YOUR INSTRUCTIONS: In the data below, find every line with the string "TOMÁS" and pull it out.

DATASET:
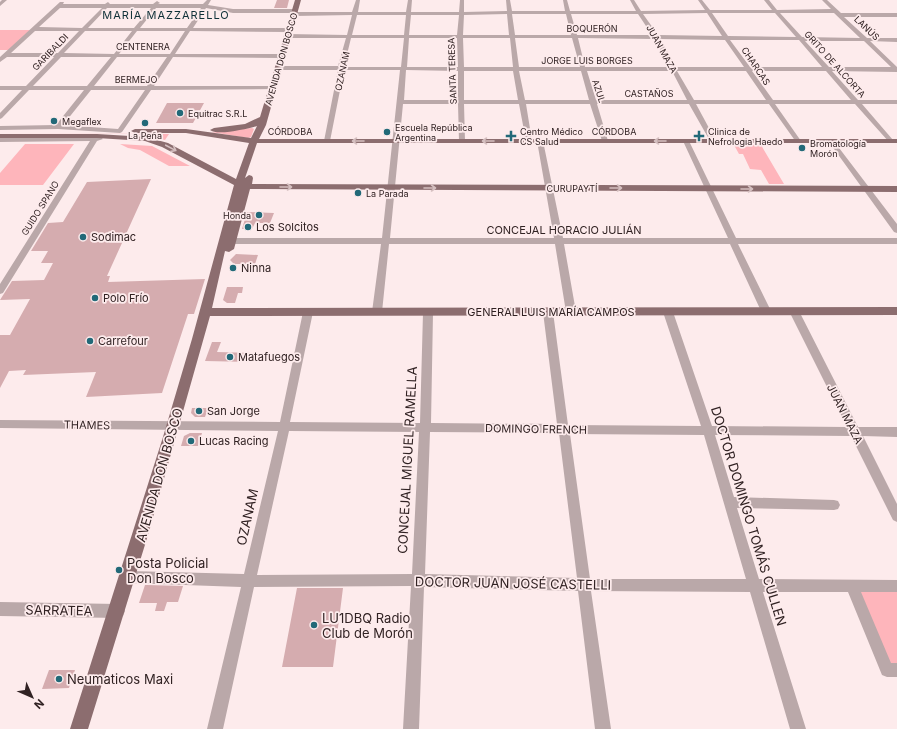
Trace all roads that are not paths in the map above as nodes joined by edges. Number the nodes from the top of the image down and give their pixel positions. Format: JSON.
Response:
{"nodes":[{"id":1,"x":5,"y":0,"type":"edge"},
{"id":2,"x":65,"y":0,"type":"edge"},
{"id":3,"x":112,"y":0,"type":"edge"},
{"id":4,"x":160,"y":0,"type":"edge"},
{"id":5,"x":209,"y":0,"type":"edge"},
{"id":6,"x":298,"y":0,"type":"edge"},
{"id":7,"x":358,"y":0,"type":"edge"},
{"id":8,"x":410,"y":0,"type":"edge"},
{"id":9,"x":462,"y":0,"type":"edge"},
{"id":10,"x":508,"y":0,"type":"edge"},
{"id":11,"x":565,"y":0,"type":"edge"},
{"id":12,"x":632,"y":0,"type":"edge"},
{"id":13,"x":700,"y":0,"type":"edge"},
{"id":14,"x":766,"y":0,"type":"edge"},
{"id":15,"x":824,"y":0,"type":"edge"},
{"id":16,"x":0,"y":4,"type":"edge"},
{"id":17,"x":58,"y":6,"type":"junction"},
{"id":18,"x":106,"y":6,"type":"junction"},
{"id":19,"x":155,"y":6,"type":"junction"},
{"id":20,"x":205,"y":6,"type":"junction"},
{"id":21,"x":708,"y":11,"type":"junction"},
{"id":22,"x":775,"y":11,"type":"junction"},
{"id":23,"x":294,"y":12,"type":"junction"},
{"id":24,"x":569,"y":12,"type":"junction"},
{"id":25,"x":641,"y":12,"type":"junction"},
{"id":26,"x":355,"y":13,"type":"junction"},
{"id":27,"x":409,"y":13,"type":"junction"},
{"id":28,"x":462,"y":13,"type":"junction"},
{"id":29,"x":511,"y":13,"type":"junction"},
{"id":30,"x":838,"y":13,"type":"junction"},
{"id":31,"x":897,"y":15,"type":"edge"},
{"id":32,"x":34,"y":29,"type":"junction"},
{"id":33,"x":84,"y":29,"type":"junction"},
{"id":34,"x":136,"y":29,"type":"junction"},
{"id":35,"x":189,"y":30,"type":"junction"},
{"id":36,"x":287,"y":33,"type":"junction"},
{"id":37,"x":349,"y":36,"type":"junction"},
{"id":38,"x":408,"y":36,"type":"junction"},
{"id":39,"x":460,"y":36,"type":"junction"},
{"id":40,"x":512,"y":37,"type":"junction"},
{"id":41,"x":574,"y":37,"type":"junction"},
{"id":42,"x":656,"y":37,"type":"junction"},
{"id":43,"x":726,"y":38,"type":"junction"},
{"id":44,"x":800,"y":39,"type":"junction"},
{"id":45,"x":865,"y":39,"type":"junction"},
{"id":46,"x":897,"y":40,"type":"edge"},
{"id":47,"x":6,"y":55,"type":"junction"},
{"id":48,"x":60,"y":55,"type":"junction"},
{"id":49,"x":116,"y":55,"type":"junction"},
{"id":50,"x":172,"y":55,"type":"junction"},
{"id":51,"x":281,"y":56,"type":"junction"},
{"id":52,"x":0,"y":60,"type":"edge"},
{"id":53,"x":278,"y":68,"type":"junction"},
{"id":54,"x":341,"y":68,"type":"junction"},
{"id":55,"x":404,"y":69,"type":"junction"},
{"id":56,"x":461,"y":69,"type":"junction"},
{"id":57,"x":516,"y":69,"type":"junction"},
{"id":58,"x":673,"y":69,"type":"junction"},
{"id":59,"x":748,"y":69,"type":"junction"},
{"id":60,"x":826,"y":69,"type":"junction"},
{"id":61,"x":896,"y":69,"type":"edge"},
{"id":62,"x":583,"y":70,"type":"junction"},
{"id":63,"x":0,"y":88,"type":"edge"},
{"id":64,"x":27,"y":88,"type":"junction"},
{"id":65,"x":90,"y":88,"type":"junction"},
{"id":66,"x":150,"y":88,"type":"junction"},
{"id":67,"x":272,"y":88,"type":"junction"},
{"id":68,"x":401,"y":102,"type":"junction"},
{"id":69,"x":462,"y":102,"type":"junction"},
{"id":70,"x":522,"y":102,"type":"junction"},
{"id":71,"x":594,"y":102,"type":"junction"},
{"id":72,"x":691,"y":102,"type":"junction"},
{"id":73,"x":770,"y":102,"type":"junction"},
{"id":74,"x":857,"y":102,"type":"junction"},
{"id":75,"x":897,"y":102,"type":"edge"},
{"id":76,"x":0,"y":117,"type":"edge"},
{"id":77,"x":264,"y":118,"type":"junction"},
{"id":78,"x":58,"y":127,"type":"junction"},
{"id":79,"x":0,"y":128,"type":"edge"},
{"id":80,"x":0,"y":131,"type":"edge"},
{"id":81,"x":186,"y":131,"type":"junction"},
{"id":82,"x":120,"y":134,"type":"junction"},
{"id":83,"x":0,"y":136,"type":"edge"},
{"id":84,"x":96,"y":138,"type":"junction"},
{"id":85,"x":0,"y":140,"type":"edge"},
{"id":86,"x":894,"y":140,"type":"edge"},
{"id":87,"x":327,"y":141,"type":"junction"},
{"id":88,"x":397,"y":141,"type":"junction"},
{"id":89,"x":462,"y":141,"type":"junction"},
{"id":90,"x":529,"y":141,"type":"junction"},
{"id":91,"x":540,"y":141,"type":"junction"},
{"id":92,"x":605,"y":141,"type":"junction"},
{"id":93,"x":686,"y":141,"type":"junction"},
{"id":94,"x":713,"y":141,"type":"junction"},
{"id":95,"x":798,"y":141,"type":"junction"},
{"id":96,"x":831,"y":141,"type":"junction"},
{"id":97,"x":255,"y":142,"type":"junction"},
{"id":98,"x":243,"y":185,"type":"junction"},
{"id":99,"x":391,"y":188,"type":"junction"},
{"id":100,"x":550,"y":188,"type":"junction"},
{"id":101,"x":708,"y":189,"type":"junction"},
{"id":102,"x":866,"y":189,"type":"junction"},
{"id":103,"x":897,"y":189,"type":"edge"},
{"id":104,"x":897,"y":230,"type":"edge"},
{"id":105,"x":732,"y":240,"type":"junction"},
{"id":106,"x":231,"y":241,"type":"junction"},
{"id":107,"x":386,"y":241,"type":"junction"},
{"id":108,"x":559,"y":241,"type":"junction"},
{"id":109,"x":897,"y":241,"type":"edge"},
{"id":110,"x":0,"y":291,"type":"edge"},
{"id":111,"x":766,"y":311,"type":"junction"},
{"id":112,"x":794,"y":311,"type":"junction"},
{"id":113,"x":897,"y":311,"type":"edge"},
{"id":114,"x":206,"y":312,"type":"junction"},
{"id":115,"x":308,"y":312,"type":"junction"},
{"id":116,"x":377,"y":312,"type":"junction"},
{"id":117,"x":548,"y":312,"type":"junction"},
{"id":118,"x":571,"y":312,"type":"junction"},
{"id":119,"x":668,"y":312,"type":"junction"},
{"id":120,"x":428,"y":313,"type":"junction"},
{"id":121,"x":0,"y":424,"type":"edge"},
{"id":122,"x":174,"y":425,"type":"junction"},
{"id":123,"x":284,"y":427,"type":"junction"},
{"id":124,"x":425,"y":428,"type":"junction"},
{"id":125,"x":562,"y":430,"type":"junction"},
{"id":126,"x":708,"y":430,"type":"junction"},
{"id":127,"x":854,"y":432,"type":"junction"},
{"id":128,"x":897,"y":432,"type":"edge"},
{"id":129,"x":730,"y":502,"type":"junction"},
{"id":130,"x":834,"y":504,"type":"dead end"},
{"id":131,"x":897,"y":516,"type":"edge"},
{"id":132,"x":129,"y":577,"type":"junction"},
{"id":133,"x":248,"y":580,"type":"junction"},
{"id":134,"x":417,"y":580,"type":"junction"},
{"id":135,"x":584,"y":585,"type":"junction"},
{"id":136,"x":754,"y":585,"type":"junction"},
{"id":137,"x":851,"y":585,"type":"junction"},
{"id":138,"x":897,"y":586,"type":"edge"},
{"id":139,"x":0,"y":609,"type":"edge"},
{"id":140,"x":118,"y":611,"type":"junction"},
{"id":141,"x":897,"y":670,"type":"edge"},
{"id":142,"x":79,"y":729,"type":"edge"},
{"id":143,"x":215,"y":729,"type":"edge"},
{"id":144,"x":410,"y":729,"type":"edge"},
{"id":145,"x":603,"y":729,"type":"edge"},
{"id":146,"x":798,"y":729,"type":"edge"}],
"edges":[{"from":1,"to":16,"type":"street"},
{"from":2,"to":17,"type":"street"},
{"from":3,"to":18,"type":"street","name":"GARIBALDI"},
{"from":4,"to":19,"type":"street"},
{"from":5,"to":20,"type":"street"},
{"from":6,"to":23,"type":"main road","name":"AVENIDA DON BOSCO"},
{"from":7,"to":26,"type":"street","name":"OZANAM"},
{"from":8,"to":27,"type":"street"},
{"from":9,"to":28,"type":"street","name":"SANTA TERESA"},
{"from":10,"to":29,"type":"street"},
{"from":11,"to":24,"type":"street","name":"AZUL"},
{"from":12,"to":25,"type":"street","name":"JUAN MAZA"},
{"from":13,"to":21,"type":"street","name":"CHARCAS"},
{"from":14,"to":22,"type":"street","name":"GRITO DE ALCORTA"},
{"from":15,"to":30,"type":"street","name":"LANÚS"},
{"from":17,"to":18,"type":"street"},
{"from":17,"to":32,"type":"street"},
{"from":18,"to":19,"type":"street"},
{"from":18,"to":33,"type":"street","name":"GARIBALDI"},
{"from":19,"to":20,"type":"street"},
{"from":19,"to":34,"type":"street"},
{"from":20,"to":23,"type":"street"},
{"from":20,"to":35,"type":"street"},
{"from":21,"to":22,"type":"street"},
{"from":21,"to":25,"type":"street"},
{"from":21,"to":43,"type":"street","name":"CHARCAS"},
{"from":22,"to":30,"type":"street"},
{"from":22,"to":44,"type":"street","name":"GRITO DE ALCORTA"},
{"from":23,"to":26,"type":"street"},
{"from":23,"to":36,"type":"main road","name":"AVENIDA DON BOSCO"},
{"from":24,"to":25,"type":"street"},
{"from":24,"to":29,"type":"street"},
{"from":24,"to":41,"type":"street","name":"AZUL"},
{"from":25,"to":42,"type":"street","name":"JUAN MAZA"},
{"from":26,"to":27,"type":"street"},
{"from":26,"to":37,"type":"street","name":"OZANAM"},
{"from":27,"to":28,"type":"street"},
{"from":27,"to":38,"type":"street"},
{"from":28,"to":29,"type":"street"},
{"from":28,"to":39,"type":"street","name":"SANTA TERESA"},
{"from":29,"to":40,"type":"street"},
{"from":30,"to":31,"type":"street"},
{"from":30,"to":45,"type":"street","name":"LANÚS"},
{"from":32,"to":33,"type":"street","name":"BOQUERÓN"},
{"from":32,"to":47,"type":"street"},
{"from":33,"to":34,"type":"street","name":"BOQUERÓN"},
{"from":33,"to":48,"type":"street","name":"GARIBALDI"},
{"from":34,"to":35,"type":"street","name":"BOQUERÓN"},
{"from":34,"to":49,"type":"street"},
{"from":35,"to":36,"type":"street","name":"BOQUERÓN"},
{"from":35,"to":50,"type":"street"},
{"from":36,"to":37,"type":"street","name":"BOQUERÓN"},
{"from":36,"to":51,"type":"main road","name":"AVENIDA DON BOSCO"},
{"from":37,"to":38,"type":"street","name":"BOQUERÓN"},
{"from":37,"to":54,"type":"street","name":"OZANAM"},
{"from":38,"to":39,"type":"street","name":"BOQUERÓN"},
{"from":38,"to":55,"type":"street"},
{"from":39,"to":40,"type":"street","name":"BOQUERÓN"},
{"from":39,"to":56,"type":"street","name":"SANTA TERESA"},
{"from":40,"to":41,"type":"street","name":"BOQUERÓN"},
{"from":40,"to":57,"type":"street"},
{"from":41,"to":42,"type":"street","name":"BOQUERÓN"},
{"from":41,"to":62,"type":"street","name":"AZUL"},
{"from":42,"to":43,"type":"street","name":"BOQUERÓN"},
{"from":42,"to":58,"type":"street","name":"JUAN MAZA"},
{"from":43,"to":44,"type":"street","name":"BOQUERÓN"},
{"from":43,"to":59,"type":"street","name":"CHARCAS"},
{"from":44,"to":45,"type":"street","name":"BOQUERÓN"},
{"from":44,"to":60,"type":"street","name":"GRITO DE ALCORTA"},
{"from":45,"to":46,"type":"street","name":"BOQUERÓN"},
{"from":45,"to":61,"type":"street","name":"LANÚS"},
{"from":47,"to":48,"type":"street","name":"CENTENERA"},
{"from":47,"to":52,"type":"street"},
{"from":48,"to":49,"type":"street","name":"CENTENERA"},
{"from":48,"to":64,"type":"street","name":"GARIBALDI"},
{"from":49,"to":50,"type":"street","name":"CENTENERA"},
{"from":49,"to":65,"type":"street"},
{"from":50,"to":51,"type":"street","name":"CENTENERA"},
{"from":50,"to":66,"type":"street"},
{"from":51,"to":53,"type":"main road","name":"AVENIDA DON BOSCO"},
{"from":53,"to":54,"type":"street","name":"JORGE LUIS BORGES"},
{"from":53,"to":67,"type":"main road","name":"AVENIDA DON BOSCO"},
{"from":54,"to":55,"type":"street","name":"JORGE LUIS BORGES"},
{"from":54,"to":87,"type":"street","name":"OZANAM"},
{"from":55,"to":56,"type":"street","name":"JORGE LUIS BORGES"},
{"from":55,"to":68,"type":"street"},
{"from":56,"to":57,"type":"street","name":"JORGE LUIS BORGES"},
{"from":56,"to":69,"type":"street","name":"SANTA TERESA"},
{"from":57,"to":62,"type":"street","name":"JORGE LUIS BORGES"},
{"from":57,"to":70,"type":"street"},
{"from":58,"to":59,"type":"street","name":"JORGE LUIS BORGES"},
{"from":58,"to":62,"type":"street","name":"JORGE LUIS BORGES"},
{"from":58,"to":72,"type":"street","name":"JUAN MAZA"},
{"from":59,"to":60,"type":"street","name":"JORGE LUIS BORGES"},
{"from":59,"to":73,"type":"street","name":"CHARCAS"},
{"from":60,"to":61,"type":"street","name":"JORGE LUIS BORGES"},
{"from":60,"to":74,"type":"street","name":"GRITO DE ALCORTA"},
{"from":62,"to":71,"type":"street","name":"AZUL"},
{"from":63,"to":64,"type":"street","name":"BERMEJO"},
{"from":64,"to":65,"type":"street","name":"BERMEJO"},
{"from":64,"to":76,"type":"street","name":"GARIBALDI"},
{"from":65,"to":66,"type":"street","name":"BERMEJO"},
{"from":65,"to":78,"type":"street"},
{"from":66,"to":67,"type":"street","name":"BERMEJO"},
{"from":66,"to":82,"type":"street"},
{"from":67,"to":77,"type":"main road","name":"AVENIDA DON BOSCO"},
{"from":68,"to":69,"type":"street","name":"CASTAÑOS"},
{"from":68,"to":88,"type":"street"},
{"from":69,"to":70,"type":"street","name":"CASTAÑOS"},
{"from":69,"to":89,"type":"street","name":"SANTA TERESA"},
{"from":70,"to":71,"type":"street","name":"CASTAÑOS"},
{"from":70,"to":90,"type":"street"},
{"from":71,"to":72,"type":"street","name":"CASTAÑOS"},
{"from":71,"to":92,"type":"street","name":"AZUL"},
{"from":72,"to":73,"type":"street","name":"CASTAÑOS"},
{"from":72,"to":94,"type":"street","name":"JUAN MAZA"},
{"from":73,"to":74,"type":"street","name":"CASTAÑOS"},
{"from":73,"to":95,"type":"street","name":"CHARCAS"},
{"from":74,"to":75,"type":"street","name":"CASTAÑOS"},
{"from":74,"to":86,"type":"street","name":"GRITO DE ALCORTA"},
{"from":77,"to":81,"type":"main road"},
{"from":77,"to":97,"type":"main road","name":"AVENIDA DON BOSCO"},
{"from":78,"to":79,"type":"street"},
{"from":78,"to":82,"type":"street"},
{"from":80,"to":82,"type":"main road"},
{"from":81,"to":82,"type":"main road"},
{"from":81,"to":97,"type":"main road","name":"CÓRDOBA"},
{"from":82,"to":84,"type":"main road"},
{"from":82,"to":98,"type":"main road","one_way":true},
{"from":83,"to":84,"type":"main road"},
{"from":84,"to":85,"type":"street"},
{"from":84,"to":110,"type":"street","name":"GUIDO SPANO"},
{"from":86,"to":96,"type":"main road","name":"CÓRDOBA"},
{"from":88,"to":87,"type":"main road","name":"CÓRDOBA","one_way":true},
{"from":87,"to":97,"type":"main road","name":"CÓRDOBA"},
{"from":88,"to":89,"type":"main road","name":"CÓRDOBA"},
{"from":88,"to":99,"type":"street"},
{"from":90,"to":89,"type":"main road","name":"CÓRDOBA","one_way":true},
{"from":90,"to":91,"type":"main road","name":"CÓRDOBA"},
{"from":91,"to":92,"type":"main road","name":"CÓRDOBA"},
{"from":91,"to":100,"type":"street"},
{"from":93,"to":92,"type":"main road","name":"CÓRDOBA","one_way":true},
{"from":93,"to":94,"type":"main road","name":"CÓRDOBA"},
{"from":93,"to":101,"type":"street"},
{"from":94,"to":95,"type":"main road","name":"CÓRDOBA"},
{"from":95,"to":96,"type":"main road","name":"CÓRDOBA"},
{"from":96,"to":102,"type":"street"},
{"from":97,"to":98,"type":"main road","name":"AVENIDA DON BOSCO"},
{"from":98,"to":99,"type":"main road","name":"CURUPAYTÍ","one_way":true},
{"from":98,"to":106,"type":"main road","name":"AVENIDA DON BOSCO"},
{"from":98,"to":114,"type":"main road","name":"AVENIDA DON BOSCO"},
{"from":99,"to":100,"type":"main road","name":"CURUPAYTÍ","one_way":true},
{"from":99,"to":107,"type":"street"},
{"from":100,"to":101,"type":"main road","name":"CURUPAYTÍ","one_way":true},
{"from":100,"to":108,"type":"street"},
{"from":101,"to":102,"type":"main road","name":"CURUPAYTÍ","one_way":true},
{"from":101,"to":105,"type":"street"},
{"from":102,"to":103,"type":"main road","name":"CURUPAYTÍ"},
{"from":102,"to":104,"type":"street"},
{"from":105,"to":108,"type":"street","name":"CONCEJAL HORACIO JULIÁN"},
{"from":105,"to":109,"type":"street","name":"CONCEJAL HORACIO JULIÁN"},
{"from":105,"to":111,"type":"street"},
{"from":106,"to":107,"type":"street","name":"CONCEJAL HORACIO JULIÁN"},
{"from":106,"to":114,"type":"main road","name":"AVENIDA DON BOSCO"},
{"from":107,"to":108,"type":"street","name":"CONCEJAL HORACIO JULIÁN"},
{"from":107,"to":116,"type":"street"},
{"from":108,"to":118,"type":"street"},
{"from":111,"to":112,"type":"main road","name":"GENERAL LUIS MARÍA CAMPOS"},
{"from":111,"to":119,"type":"main road","name":"GENERAL LUIS MARÍA CAMPOS"},
{"from":112,"to":113,"type":"main road","name":"GENERAL LUIS MARÍA CAMPOS"},
{"from":112,"to":127,"type":"street","name":"JUAN MAZA"},
{"from":114,"to":115,"type":"main road","name":"GENERAL LUIS MARÍA CAMPOS"},
{"from":114,"to":122,"type":"main road","name":"AVENIDA DON BOSCO"},
{"from":115,"to":116,"type":"main road","name":"GENERAL LUIS MARÍA CAMPOS"},
{"from":115,"to":123,"type":"street","name":"OZANAM"},
{"from":116,"to":120,"type":"main road","name":"GENERAL LUIS MARÍA CAMPOS"},
{"from":117,"to":118,"type":"main road","name":"GENERAL LUIS MARÍA CAMPOS"},
{"from":117,"to":120,"type":"main road","name":"GENERAL LUIS MARÍA CAMPOS"},
{"from":117,"to":125,"type":"street"},
{"from":118,"to":119,"type":"main road","name":"GENERAL LUIS MARÍA CAMPOS"},
{"from":119,"to":126,"type":"street","name":"DOCTOR DOMINGO TOMÁS CULLEN"},
{"from":120,"to":124,"type":"street","name":"CONCEJAL MIGUEL RAMELLA"},
{"from":121,"to":122,"type":"street","name":"THAMES"},
{"from":122,"to":123,"type":"street","name":"DOMINGO FRENCH"},
{"from":122,"to":132,"type":"main road","name":"AVENIDA DON BOSCO"},
{"from":123,"to":124,"type":"street","name":"DOMINGO FRENCH"},
{"from":123,"to":133,"type":"street","name":"OZANAM"},
{"from":124,"to":125,"type":"street","name":"DOMINGO FRENCH"},
{"from":124,"to":134,"type":"street","name":"CONCEJAL MIGUEL RAMELLA"},
{"from":125,"to":126,"type":"street","name":"DOMINGO FRENCH"},
{"from":125,"to":135,"type":"street"},
{"from":126,"to":127,"type":"street","name":"DOMINGO FRENCH"},
{"from":126,"to":129,"type":"street","name":"DOCTOR DOMINGO TOMÁS CULLEN"},
{"from":127,"to":128,"type":"street","name":"DOMINGO FRENCH"},
{"from":127,"to":131,"type":"street","name":"JUAN MAZA"},
{"from":129,"to":130,"type":"street"},
{"from":129,"to":136,"type":"street","name":"DOCTOR DOMINGO TOMÁS CULLEN"},
{"from":132,"to":133,"type":"street","name":"DOCTOR JUAN JOSÉ CASTELLI"},
{"from":132,"to":140,"type":"main road","name":"AVENIDA DON BOSCO"},
{"from":133,"to":134,"type":"street","name":"DOCTOR JUAN JOSÉ CASTELLI"},
{"from":133,"to":143,"type":"street","name":"OZANAM"},
{"from":134,"to":135,"type":"street","name":"DOCTOR JUAN JOSÉ CASTELLI"},
{"from":134,"to":144,"type":"street","name":"CONCEJAL MIGUEL RAMELLA"},
{"from":135,"to":136,"type":"street","name":"DOCTOR JUAN JOSÉ CASTELLI"},
{"from":135,"to":145,"type":"street"},
{"from":136,"to":137,"type":"street","name":"DOCTOR JUAN JOSÉ CASTELLI"},
{"from":136,"to":146,"type":"street","name":"DOCTOR DOMINGO TOMÁS CULLEN"},
{"from":137,"to":138,"type":"street","name":"DOCTOR JUAN JOSÉ CASTELLI"},
{"from":137,"to":141,"type":"street"},
{"from":139,"to":140,"type":"street","name":"SARRATEA"},
{"from":140,"to":142,"type":"main road","name":"AVENIDA DON BOSCO"}]}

ANSWER SECTION:
{"from":119,"to":126,"type":"street","name":"DOCTOR DOMINGO TOMÁS CULLEN"},
{"from":126,"to":129,"type":"street","name":"DOCTOR DOMINGO TOMÁS CULLEN"},
{"from":129,"to":136,"type":"street","name":"DOCTOR DOMINGO TOMÁS CULLEN"},
{"from":136,"to":146,"type":"street","name":"DOCTOR DOMINGO TOMÁS CULLEN"},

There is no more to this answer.